The discovery of FGF23—a historic view

Fibroblast growth factor 23 (FGF23) is a hormone made by osteocytes and osteoblasts that plays an important role in regulating phosphate and vitamin D homeostasis. Disordered FGF23 homeostasis is responsible for several hypo- and hyperphosphatemic disorders. Research into the pathogenesis of one of these disorders, Autosomal Dominant Hypophosphatemic Rickets (ADHR), led to the identification of FGF23. We have made tremendous progress in understanding the pathophysiology of both normal phosphate and vitamin D physiology and the pathogenesis of several hypo- and hyperphosphatemic disorders.

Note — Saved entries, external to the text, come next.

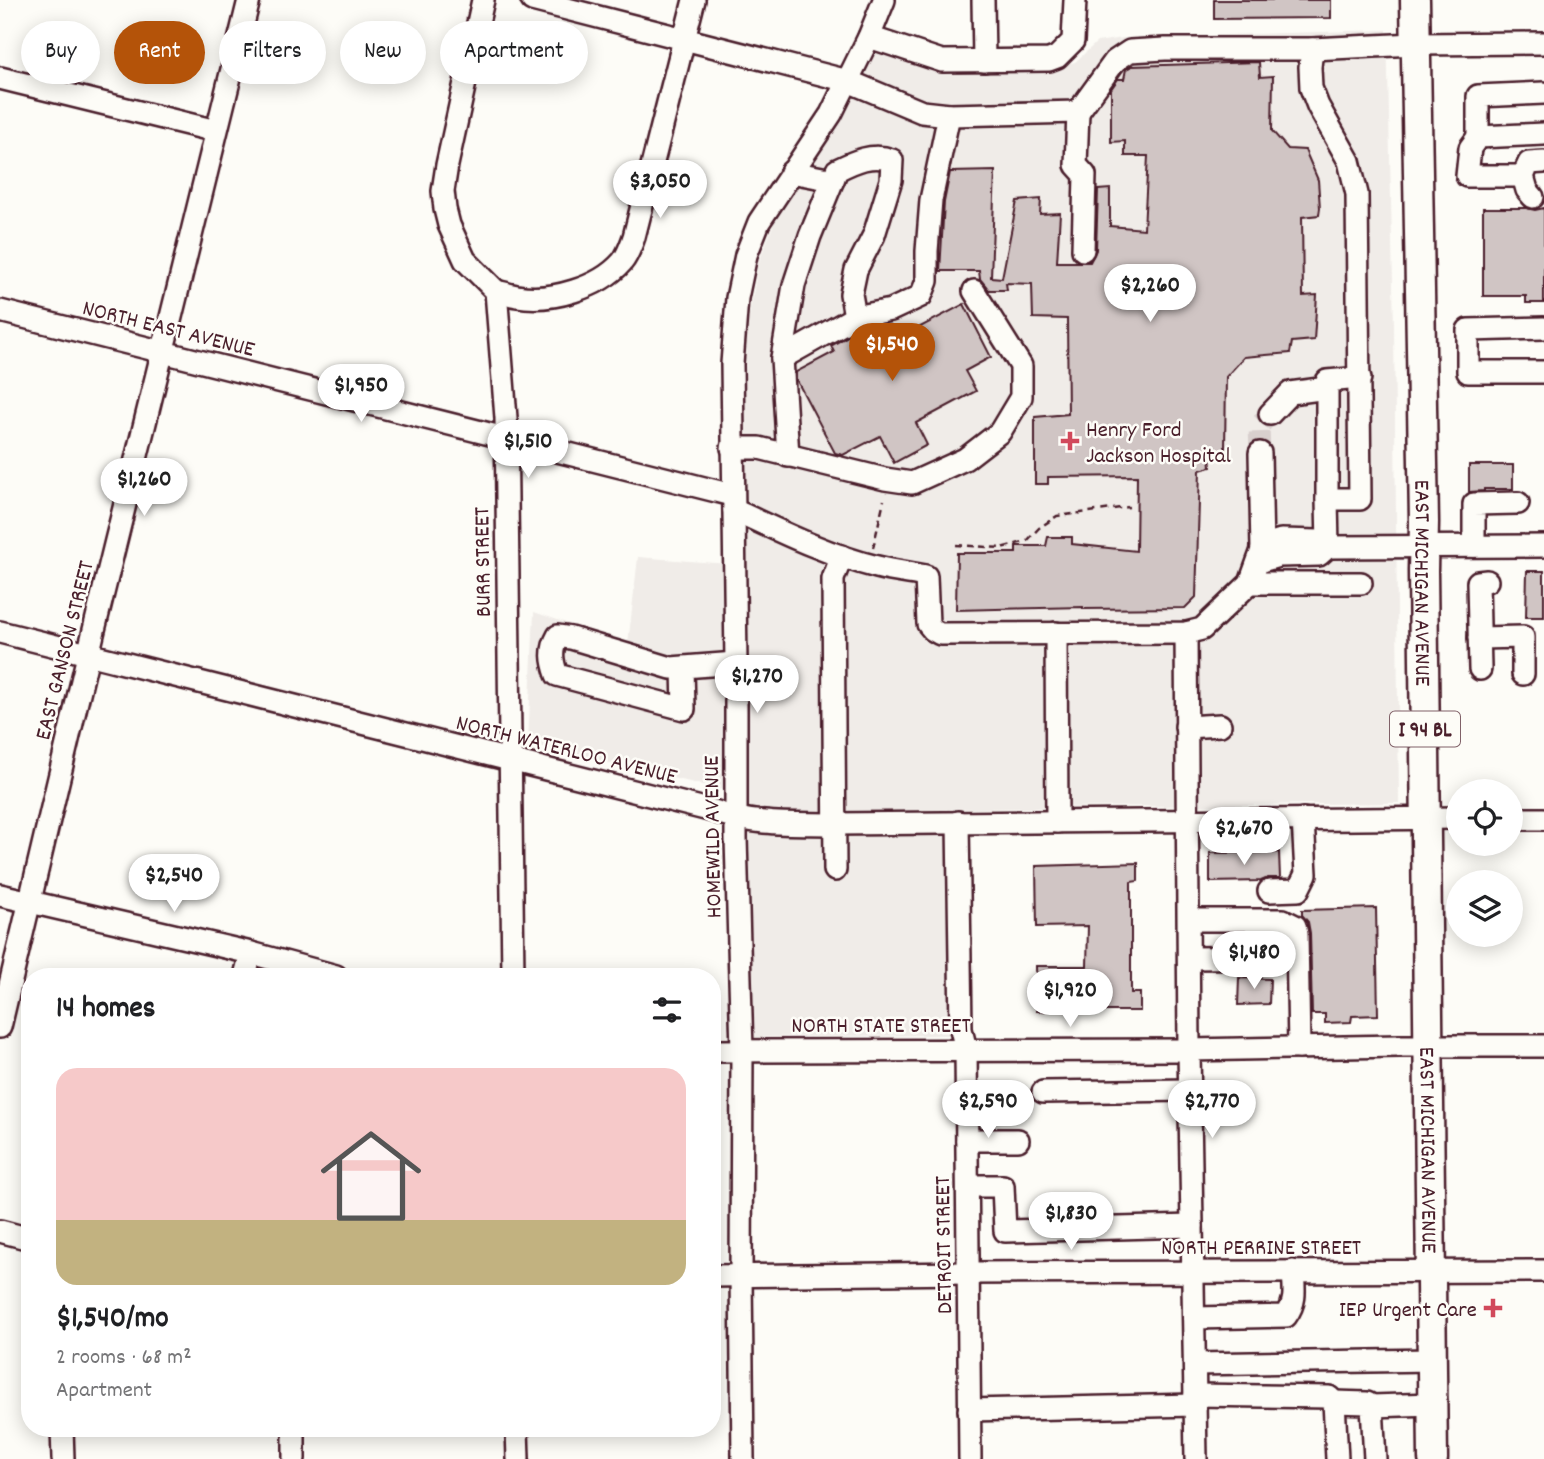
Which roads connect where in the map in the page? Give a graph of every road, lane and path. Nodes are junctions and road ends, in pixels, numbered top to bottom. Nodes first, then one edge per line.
1 (249, 0) edge
2 (483, 0) edge
3 (532, 0) edge
4 (694, 0) edge
5 (884, 0) edge
6 (983, 0) edge
7 (1075, 0) edge
8 (1415, 0) edge
9 (869, 37) junction
10 (684, 38) junction
11 (1544, 43) edge
12 (1415, 44) junction
13 (1312, 49) junction
14 (984, 61) junction
15 (0, 78) edge
16 (848, 81) junction
17 (1544, 93) edge
18 (1078, 111) junction
19 (949, 115) junction
20 (216, 131) junction
21 (1544, 134) edge
22 (1478, 136) junction
23 (1544, 162) edge
24 (791, 172) junction
25 (1523, 176) junction
26 (832, 180) junction
27 (1533, 197) dead end
28 (1083, 250) dead end
29 (496, 291) junction
30 (974, 291) dead end
31 (0, 311) edge
32 (855, 317) junction
33 (1544, 328) edge
34 (163, 352) junction
35 (782, 358) junction
36 (1544, 372) edge
37 (1360, 378) junction
38 (1327, 388) junction
39 (1270, 414) tunnel mouth
40 (506, 439) junction
41 (732, 447) junction
42 (1260, 453) tunnel mouth
43 (788, 456) junction
44 (1327, 499) junction
45 (884, 500) dead end
46 (734, 503) junction
47 (1518, 503) dead end
48 (1129, 507) dead end
49 (956, 545) dead end
50 (1480, 546) junction
51 (1544, 546) edge
52 (1328, 547) junction
53 (1423, 547) junction
54 (842, 556) junction
55 (1260, 556) junction
56 (869, 565) junction
57 (1250, 583) junction
58 (1361, 583) dead end
59 (0, 632) edge
60 (1056, 633) junction
61 (1186, 633) junction
62 (1484, 638) junction
63 (89, 654) junction
64 (736, 663) junction
65 (683, 667) junction
66 (1480, 669) dead end
67 (1523, 674) dead end
68 (1220, 725) dead end
69 (1186, 727) junction
70 (510, 761) junction
71 (1426, 818) junction
72 (1446, 818) edge
73 (737, 819) junction
74 (1523, 819) edge
75 (1544, 819) edge
76 (1303, 820) junction
77 (1188, 821) junction
78 (958, 822) junction
79 (1057, 822) junction
80 (834, 824) junction
81 (835, 870) dead end
82 (1269, 891) dead end
83 (0, 895) edge
84 (30, 902) junction
85 (1189, 920) junction
86 (251, 953) junction
87 (1297, 957) junction
88 (1189, 958) junction
89 (247, 968) edge
90 (307, 968) edge
91 (513, 968) edge
92 (0, 1027) edge
93 (1428, 1046) junction
94 (1544, 1046) edge
95 (1299, 1048) junction
96 (966, 1050) junction
97 (1189, 1050) junction
98 (721, 1051) edge
99 (742, 1051) junction
100 (1190, 1090) junction
101 (1043, 1092) dead end
102 (967, 1140) junction
103 (1018, 1140) dead end
104 (968, 1186) junction
105 (1192, 1226) junction
106 (0, 1231) edge
107 (21, 1237) edge
108 (1293, 1271) junction
109 (1431, 1271) junction
110 (1544, 1271) edge
111 (1193, 1272) junction
112 (968, 1273) junction
113 (721, 1276) edge
114 (741, 1276) junction
115 (1194, 1318) junction
116 (1432, 1360) junction
117 (1195, 1364) junction
118 (1195, 1400) junction
119 (1334, 1402) junction
120 (1433, 1404) junction
121 (1372, 1406) junction
122 (969, 1410) junction
123 (62, 1437) edge
124 (294, 1437) edge
125 (517, 1437) edge
126 (63, 1459) edge
127 (294, 1459) edge
128 (518, 1459) edge
129 (743, 1459) edge
130 (970, 1459) edge
131 (1196, 1459) edge
132 (1337, 1459) edge
133 (1375, 1459) edge
134 (1433, 1459) edge

1 - 20 street, EAST GANSON STREET
2 - 29 street
3 - 10 street
4 - 10 street
5 - 9 street, HOMEWILD AVENUE
6 - 14 street
7 - 14 street
8 - 12 main road, EAST MICHIGAN AVENUE / I 94 BL
9 - 14 street
9 - 16 street, HOMEWILD AVENUE
10 - 16 street
10 - 29 street
11 - 12 street
12 - 13 street
12 - 53 main road, EAST MICHIGAN AVENUE / I 94 BL
13 - 18 street
13 - 37 street
15 - 20 street
16 - 19 street
16 - 24 street, HOMEWILD AVENUE
17 - 22 street
18 - 19 street
18 - 28 street
19 - 32 street
20 - 34 street, EAST GANSON STREET
21 - 22 street
22 - 25 street
23 - 25 street
24 - 26 street
24 - 41 street, HOMEWILD AVENUE
25 - 27 street
26 - 32 street
26 - 35 street
29 - 40 street, BURR STREET
30 - 43 street
31 - 34 street, NORTH EAST AVENUE
32 - 35 street
33 - 36 street
34 - 40 street, NORTH EAST AVENUE
34 - 63 street, EAST GANSON STREET
35 - 43 street
37 - 38 street
37 - 44 street
38 - 39 street
38 - 44 street
40 - 46 street, NORTH EAST AVENUE
40 - 70 street, BURR STREET
41 - 43 street
41 - 46 street, HOMEWILD AVENUE
42 - 55 street
44 - 52 street
45 - 56 path
46 - 54 street, NORTH EAST AVENUE
46 - 64 street, HOMEWILD AVENUE
47 - 50 street
48 - 49 path
50 - 51 street
50 - 53 street
50 - 62 street
52 - 53 street
52 - 55 street
53 - 71 main road, EAST MICHIGAN AVENUE / I 94 BL
54 - 56 street, NORTH EAST AVENUE
54 - 80 street
55 - 57 street
56 - 60 street, NORTH EAST AVENUE
57 - 58 street
57 - 61 street
59 - 63 street, NORTH WATERLOO AVENUE
60 - 61 street
60 - 79 street
61 - 69 street
62 - 66 street
62 - 67 street
63 - 70 street, NORTH WATERLOO AVENUE
63 - 84 street, EAST GANSON STREET
64 - 65 street
64 - 73 street, HOMEWILD AVENUE
65 - 65 street
68 - 69 street
69 - 77 street
70 - 73 street, NORTH WATERLOO AVENUE
70 - 91 street, BURR STREET
71 - 72 street, NORTH WATERLOO AVENUE
71 - 76 street, NORTH WATERLOO AVENUE
71 - 93 main road, EAST MICHIGAN AVENUE / I 94 BL
73 - 80 street, NORTH WATERLOO AVENUE
73 - 99 street, HOMEWILD AVENUE
74 - 75 street
76 - 77 street, NORTH WATERLOO AVENUE
76 - 82 street
77 - 79 street, NORTH WATERLOO AVENUE
77 - 85 street
78 - 79 street, NORTH WATERLOO AVENUE
78 - 80 street, NORTH WATERLOO AVENUE
78 - 96 street, DETROIT STREET
80 - 81 street
83 - 84 street
84 - 86 street
84 - 92 street, EAST GANSON STREET
85 - 87 street
85 - 88 street
86 - 89 street
86 - 90 street
87 - 88 street
87 - 95 street
88 - 97 street
93 - 94 street, NORTH STATE STREET
93 - 95 street, NORTH STATE STREET
93 - 109 main road, EAST MICHIGAN AVENUE / I 94 BL
95 - 97 street, NORTH STATE STREET
96 - 97 street, NORTH STATE STREET
96 - 99 street, NORTH STATE STREET
96 - 102 street, DETROIT STREET
97 - 100 street
98 - 99 street, NORTH STATE STREET
99 - 114 street, HOMEWILD AVENUE
100 - 101 street
100 - 105 street
102 - 103 street
102 - 104 street, DETROIT STREET
104 - 105 street
104 - 112 street, DETROIT STREET
105 - 111 street
106 - 107 street
108 - 109 street, NORTH PERRINE STREET
108 - 111 street, NORTH PERRINE STREET
108 - 115 street
109 - 110 street, NORTH PERRINE STREET
109 - 116 main road, EAST MICHIGAN AVENUE / I 94 BL
111 - 112 street, NORTH PERRINE STREET
111 - 115 street
112 - 114 street, NORTH PERRINE STREET
112 - 122 street, DETROIT STREET
113 - 114 street, NORTH PERRINE STREET
114 - 129 street, HOMEWILD AVENUE
115 - 117 street
116 - 117 street
116 - 120 main road, EAST MICHIGAN AVENUE / I 94 BL
117 - 118 street
118 - 119 street
118 - 122 street
118 - 131 street
119 - 121 street
119 - 132 street
120 - 121 street
120 - 134 main road, EAST MICHIGAN AVENUE / I 94 BL
121 - 133 street
122 - 130 street, DETROIT STREET
123 - 126 street
124 - 127 street
125 - 128 street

The hypophosphatemic disorders X-lined hypophosphatemic rickets, ADHR, Autosomal Recessive Hypophosphatemic Rickets, and Tumor-Induced Osteomalacia all result from excessive circulating concentrations of FGF23. Conversely, Familial Tumoral Calcinosis, which is a recessive disorder, results from either a mutation in the FGF23 gene itself or a mutation in the gene coding for GLANT3, an enzyme that O-glycosylates the FGF23 protein to prevent cleavage of the intact, biologically active protein. There is also one reported case of a homozygous mutation in the gene coding for αKlotho, a coreceptor that is necessary for FGF23 to bind its receptor. The improved understanding of the pathophysiologic bases of these diseases has resulted in the development of new treatment approaches aimed at targeting FGF23.